UNITED STATES DISTRICT COURT NORTHERN DISTRICT OF INDIANA SOUTH BEND DIVISION
BLAZE ROBERT DOWNEY,
Plaintiff,
v. CAUSE NO. 3:21-CV-131-JD-MGG
WILLIAM HYATTE,
Defendant.
OPINION AND ORDER Blaze Robert Downey, a prisoner without a lawyer, filed this action under 42 U.S.C. § 1983. He was granted leave to proceed on a claim against Miami Correctional Facility (“MCF”) Warden William Hyatte for failing to protect him from attacks by other inmates in July and August 2020. (ECF 7.) The Warden moves for summary judgment on the ground that Mr. Downey did not exhaust his administrative remedies before filing suit as required by the Prison Litigation Reform Act (“PLRA”), 42 U.S.C. § 1997e. (ECF 22.) Mr. Downey filed a response in opposition to the motion (ECF 37), and the Warden filed a reply thereto (ECF 39). The matter is now ripe for adjudication. Under Federal Rule of Civil Procedure 56, the court “shall grant summary judgment if the movant shows that there is no genuine dispute as to any material fact and the movant is entitled to judgment as a matter of law.” FED. R. CIV. P. 56(a). In deciding whether a genuine dispute of material fact exists, the court must “consider all of the evidence in the record in the light most favorable to the non-moving party, and . . . draw all reasonable inferences from that evidence” in that party’s favor. Dunn v. Menard, Inc., 880 F.3d 899, 905 (7th Cir. 2018) (citation omitted).
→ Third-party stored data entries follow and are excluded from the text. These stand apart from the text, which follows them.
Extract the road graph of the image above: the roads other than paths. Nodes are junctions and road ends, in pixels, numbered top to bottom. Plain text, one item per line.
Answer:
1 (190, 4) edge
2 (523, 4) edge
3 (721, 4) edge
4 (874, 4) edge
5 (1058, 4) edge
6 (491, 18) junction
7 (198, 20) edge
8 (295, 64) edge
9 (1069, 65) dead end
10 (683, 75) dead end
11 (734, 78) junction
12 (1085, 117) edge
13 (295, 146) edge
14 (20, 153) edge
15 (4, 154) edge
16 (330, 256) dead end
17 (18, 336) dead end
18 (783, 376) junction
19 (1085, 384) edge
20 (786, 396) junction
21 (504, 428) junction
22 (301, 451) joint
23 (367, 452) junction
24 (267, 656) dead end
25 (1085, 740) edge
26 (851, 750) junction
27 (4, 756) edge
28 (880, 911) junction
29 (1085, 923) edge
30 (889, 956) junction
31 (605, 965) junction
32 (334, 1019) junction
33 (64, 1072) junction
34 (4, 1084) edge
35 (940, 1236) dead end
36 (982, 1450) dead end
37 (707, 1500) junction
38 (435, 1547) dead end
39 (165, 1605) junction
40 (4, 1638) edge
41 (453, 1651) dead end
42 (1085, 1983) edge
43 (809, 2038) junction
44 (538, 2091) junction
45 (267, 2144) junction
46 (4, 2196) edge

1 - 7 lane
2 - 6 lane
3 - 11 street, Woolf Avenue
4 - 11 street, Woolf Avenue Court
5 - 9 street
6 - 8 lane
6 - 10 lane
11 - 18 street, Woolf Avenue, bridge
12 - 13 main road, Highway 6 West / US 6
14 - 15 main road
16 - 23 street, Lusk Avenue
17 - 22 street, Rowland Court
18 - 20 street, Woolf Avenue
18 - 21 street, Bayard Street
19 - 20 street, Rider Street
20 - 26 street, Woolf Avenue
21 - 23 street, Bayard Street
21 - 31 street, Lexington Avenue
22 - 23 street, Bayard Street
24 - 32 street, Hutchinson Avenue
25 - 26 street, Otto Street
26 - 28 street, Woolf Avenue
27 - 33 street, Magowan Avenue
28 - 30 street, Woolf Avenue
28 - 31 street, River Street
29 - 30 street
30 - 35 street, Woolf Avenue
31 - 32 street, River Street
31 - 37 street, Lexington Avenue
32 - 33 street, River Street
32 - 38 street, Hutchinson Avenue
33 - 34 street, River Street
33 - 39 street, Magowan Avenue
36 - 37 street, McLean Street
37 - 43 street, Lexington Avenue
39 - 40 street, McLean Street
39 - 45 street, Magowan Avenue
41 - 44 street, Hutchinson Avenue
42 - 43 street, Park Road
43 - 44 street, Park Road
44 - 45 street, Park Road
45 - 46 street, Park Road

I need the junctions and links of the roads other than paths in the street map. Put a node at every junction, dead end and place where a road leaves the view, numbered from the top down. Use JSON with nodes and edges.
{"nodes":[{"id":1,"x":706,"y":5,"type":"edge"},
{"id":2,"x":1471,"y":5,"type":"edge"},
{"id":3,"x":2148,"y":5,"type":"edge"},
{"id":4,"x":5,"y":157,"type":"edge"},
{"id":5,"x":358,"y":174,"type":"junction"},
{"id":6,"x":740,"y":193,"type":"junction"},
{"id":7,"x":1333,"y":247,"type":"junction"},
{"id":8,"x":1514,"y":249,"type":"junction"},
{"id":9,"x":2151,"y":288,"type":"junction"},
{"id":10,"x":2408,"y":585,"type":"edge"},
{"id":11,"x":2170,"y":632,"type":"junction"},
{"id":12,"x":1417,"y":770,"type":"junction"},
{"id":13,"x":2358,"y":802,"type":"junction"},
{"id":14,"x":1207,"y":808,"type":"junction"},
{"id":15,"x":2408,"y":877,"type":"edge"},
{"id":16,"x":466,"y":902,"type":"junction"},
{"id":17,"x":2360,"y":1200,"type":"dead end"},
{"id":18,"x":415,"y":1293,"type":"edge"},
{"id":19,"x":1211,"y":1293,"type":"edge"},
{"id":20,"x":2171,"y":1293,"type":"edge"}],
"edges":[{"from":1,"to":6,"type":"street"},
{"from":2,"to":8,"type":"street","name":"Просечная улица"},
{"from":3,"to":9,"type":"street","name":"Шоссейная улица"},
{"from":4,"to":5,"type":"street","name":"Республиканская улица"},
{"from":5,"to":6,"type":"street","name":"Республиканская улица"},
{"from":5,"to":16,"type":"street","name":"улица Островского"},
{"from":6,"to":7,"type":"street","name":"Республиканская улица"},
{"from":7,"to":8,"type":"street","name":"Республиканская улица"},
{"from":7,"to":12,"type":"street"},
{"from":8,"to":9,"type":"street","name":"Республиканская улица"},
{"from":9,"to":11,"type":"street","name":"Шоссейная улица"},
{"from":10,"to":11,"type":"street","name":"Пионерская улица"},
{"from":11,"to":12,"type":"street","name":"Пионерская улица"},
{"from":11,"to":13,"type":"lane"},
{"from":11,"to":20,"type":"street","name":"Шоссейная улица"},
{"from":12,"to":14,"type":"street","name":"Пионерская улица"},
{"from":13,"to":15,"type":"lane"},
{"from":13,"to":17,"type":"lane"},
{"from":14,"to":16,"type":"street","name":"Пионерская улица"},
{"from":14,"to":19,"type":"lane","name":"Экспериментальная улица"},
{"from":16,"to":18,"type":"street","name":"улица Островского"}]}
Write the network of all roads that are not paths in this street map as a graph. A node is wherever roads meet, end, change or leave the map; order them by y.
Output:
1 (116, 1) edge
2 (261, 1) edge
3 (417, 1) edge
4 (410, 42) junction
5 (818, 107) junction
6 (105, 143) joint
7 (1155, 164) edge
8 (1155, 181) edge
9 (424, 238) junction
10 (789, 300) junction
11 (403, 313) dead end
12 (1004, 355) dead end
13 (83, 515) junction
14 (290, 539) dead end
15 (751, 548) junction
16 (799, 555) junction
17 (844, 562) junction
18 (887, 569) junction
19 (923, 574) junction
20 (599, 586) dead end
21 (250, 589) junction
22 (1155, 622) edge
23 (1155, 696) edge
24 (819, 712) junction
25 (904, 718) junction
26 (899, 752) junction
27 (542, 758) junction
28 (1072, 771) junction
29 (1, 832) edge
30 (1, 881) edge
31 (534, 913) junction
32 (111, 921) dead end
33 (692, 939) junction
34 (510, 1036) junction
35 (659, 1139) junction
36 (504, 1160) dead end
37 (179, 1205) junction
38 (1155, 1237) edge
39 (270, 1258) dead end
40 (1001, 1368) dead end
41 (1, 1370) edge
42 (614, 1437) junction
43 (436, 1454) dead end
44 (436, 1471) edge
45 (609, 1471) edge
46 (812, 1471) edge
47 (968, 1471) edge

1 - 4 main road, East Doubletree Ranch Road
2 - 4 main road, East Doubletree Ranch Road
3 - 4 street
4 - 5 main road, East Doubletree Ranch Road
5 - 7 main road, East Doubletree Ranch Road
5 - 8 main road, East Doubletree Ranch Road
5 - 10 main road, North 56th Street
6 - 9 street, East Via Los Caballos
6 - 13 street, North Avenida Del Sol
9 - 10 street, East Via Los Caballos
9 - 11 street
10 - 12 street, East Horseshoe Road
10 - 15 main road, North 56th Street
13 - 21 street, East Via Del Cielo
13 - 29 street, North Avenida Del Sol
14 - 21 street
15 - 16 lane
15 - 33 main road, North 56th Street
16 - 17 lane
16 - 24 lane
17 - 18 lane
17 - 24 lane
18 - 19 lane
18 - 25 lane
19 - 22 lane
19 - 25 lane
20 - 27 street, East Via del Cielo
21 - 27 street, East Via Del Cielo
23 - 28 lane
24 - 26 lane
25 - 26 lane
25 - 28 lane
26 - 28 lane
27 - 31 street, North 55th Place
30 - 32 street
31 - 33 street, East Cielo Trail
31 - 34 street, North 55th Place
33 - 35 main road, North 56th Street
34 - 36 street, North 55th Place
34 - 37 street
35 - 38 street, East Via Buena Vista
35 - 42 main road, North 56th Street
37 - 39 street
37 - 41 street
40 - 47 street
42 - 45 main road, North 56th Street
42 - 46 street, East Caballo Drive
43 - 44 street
The PLRA provides that “[n]o action shall be brought with respect to prison conditions under section 1983 of this title, or any other Federal law, by a prisoner. . . until such administrative remedies as are available are exhausted.” 42 U.S.C. § 1997e(a). Failure to exhaust is an affirmative defense that the defendant has the burden of proving. Jones v. Bock, 549 U.S. 199, 216 (2007). The purpose of the exhaustion requirement is “to give the prison an opportunity to address the problem before
burdensome litigation is filed.” Chambers v. Sood, 956 F.3d 979, 983 (7th Cir. 2020) (citing Woodford v. Ngo, 548 U.S. 81 (2006)). The Seventh Circuit has taken a “strict compliance approach to exhaustion.” Dole v. Chandler, 438 F.3d 804, 809 (7th Cir. 2006). Thus, “[t]o exhaust remedies, a prisoner must file complaints and appeals in the place, and at the time, the prison’s administrative rules require.” Pozo v. McCaughtry, 286 F.3d 1022, 1025
(7th Cir. 2002). At the same time, inmates are only required to exhaust administrative remedies that are actually available. Woodford, 548 U.S. at 102. The availability of a remedy is not a matter of what appears on paper, but rather, whether the process was in actuality available for the prisoner to pursue. Kaba v. Stepp, 458 F.3d 678, 684 (7th Cir. 2006). Thus,
when prison staff hinder an inmate’s ability to use the administrative process, such as by failing to provide him with the necessary forms, administrative remedies are not considered “available.” Id. In essence, “[p]rison officials may not take unfair advantage of the exhaustion requirement . . . and a remedy becomes ‘unavailable’ if prison employees do not respond to a properly filed grievance or otherwise use affirmative misconduct to prevent a prisoner from exhausting.” Dole, 438 F.3d at 809.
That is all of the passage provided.